Tuesday Starting Five – 1/5/16

By: Lucas Shapiro / HoopDirt.com Contributor

Here is this week’s edition of HoopDirt.com’s Tuesday Starting Five.  


Kansas Jayhawks – Elevator BLOB

This was not the play that won them the game. Despite missing the shot, that is about as open as a look as one can get in an overtime thriller. Bill Self is known as a master of the baseline out of bounds play and he showed it last night with this set. It was a simple play where Wayne Selden acted as if he was going off a screen towards the hoop. Instead he turned back to pop out to the wing for a three by running his defender through an elevator screen. Selden could not have executed it any better because instead of running through the doors, he managed to make his defender go through the doors of the screen instead. This left him a wide open three-pointer and an opportunity to seal the deal. Fortunately for Selden, the Jayhawks ended it two overtimes later.

Chicago Bulls – EOG Lob

Last week, we talked about how Fred Hoiberg is the master of lob plays. Ironically, a day later the Bulls ran an end-of-game set for yet another Jimmy Butler lob. And it worked yet again. This one involved a little bit of misdirection. With 3.7 seconds left on the clock, the Bulls had Gasol and Butler do a little rub action around the free-throw line while Mirotic and Brooks interchanged. McDermott threw it into Gasol while Butler popped out to the strong side corner. As Butler popped out, he caught Paul George by a step and jetted to the hoop for the lob. George still defended it well but Butler made an acrobatic finish to win the game for the Bulls.

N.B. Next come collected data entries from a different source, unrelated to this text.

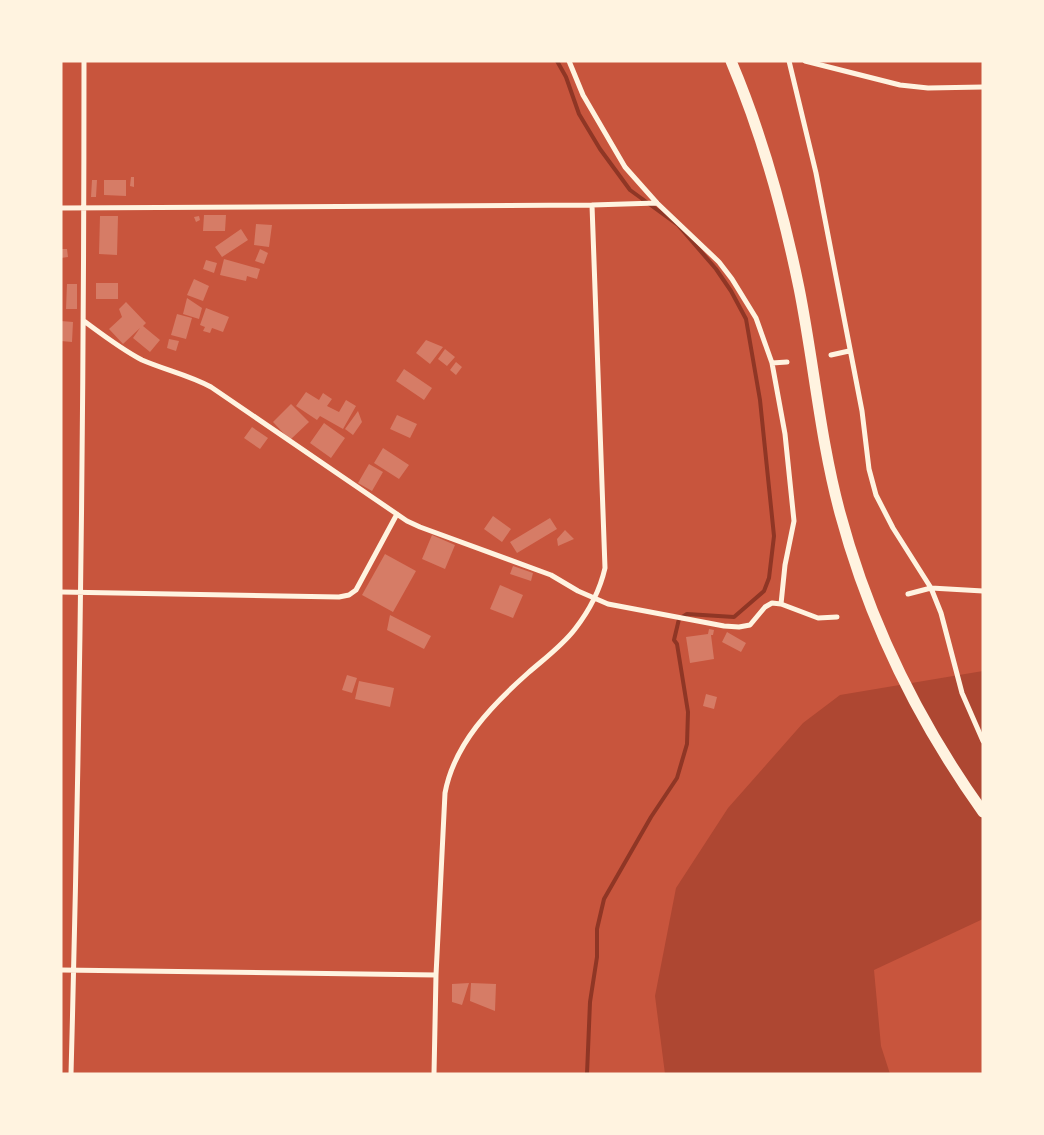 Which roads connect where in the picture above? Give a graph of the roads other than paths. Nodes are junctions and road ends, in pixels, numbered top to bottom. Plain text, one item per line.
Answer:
1 (84, 61) edge
2 (569, 61) edge
3 (731, 61) edge
4 (789, 61) edge
5 (805, 61) edge
6 (983, 87) edge
7 (657, 202) junction
8 (592, 205) junction
9 (61, 208) edge
10 (84, 208) junction
11 (84, 321) junction
12 (849, 350) junction
13 (831, 354) dead end
14 (788, 362) dead end
15 (772, 363) junction
16 (397, 514) junction
17 (931, 588) junction
18 (983, 591) edge
19 (61, 592) edge
20 (81, 592) junction
21 (908, 594) dead end
22 (594, 599) junction
23 (781, 604) junction
24 (838, 617) dead end
25 (983, 742) edge
26 (983, 812) edge
27 (61, 970) edge
28 (74, 970) junction
29 (436, 975) junction
30 (71, 1074) edge
31 (434, 1074) edge

1 - 10 street
2 - 7 street
3 - 26 highway
4 - 12 street
5 - 6 street
7 - 8 street
7 - 15 street
8 - 10 street
8 - 22 street
9 - 10 street
10 - 11 street
11 - 16 street
11 - 20 street
12 - 13 street
12 - 17 street
14 - 15 street
15 - 23 street
16 - 20 street
16 - 22 street
17 - 18 street
17 - 21 street
17 - 25 street
19 - 20 street
20 - 28 street
22 - 23 street
22 - 29 street
23 - 24 street
27 - 28 street
28 - 29 street
28 - 30 street
29 - 31 street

Washington Huskies – Attacking the 3-2 Zone

UCLA was down one point with 50 seconds left in the game. The last thing they needed was for Washington to nail a dagger three-pointer. Should the Huskies have made a two-pointer, at least UCLA would have had enough time on the clock to come down on the other end to make a three-pointer to tie the game (which they did eventually thanks to Bryce Alford’s late game heroics).

UCLA came out in a 3-2 zone to prevent a three-pointer. Washington decided to run a set to kill clock and make a three-pointer, which is exactly what UCLA did not want. Washington started with a ball reversal from one side to another. Then Dejounte Murray after passing to the left wing did a V-Cut to get the ball back from the top. After this Murray used a ball screen from Noah Dickerson to go right. Dickerson (who made this play effective with his great screens), then set a pin-down screen for Andrew Andrews who hit the three-pointer.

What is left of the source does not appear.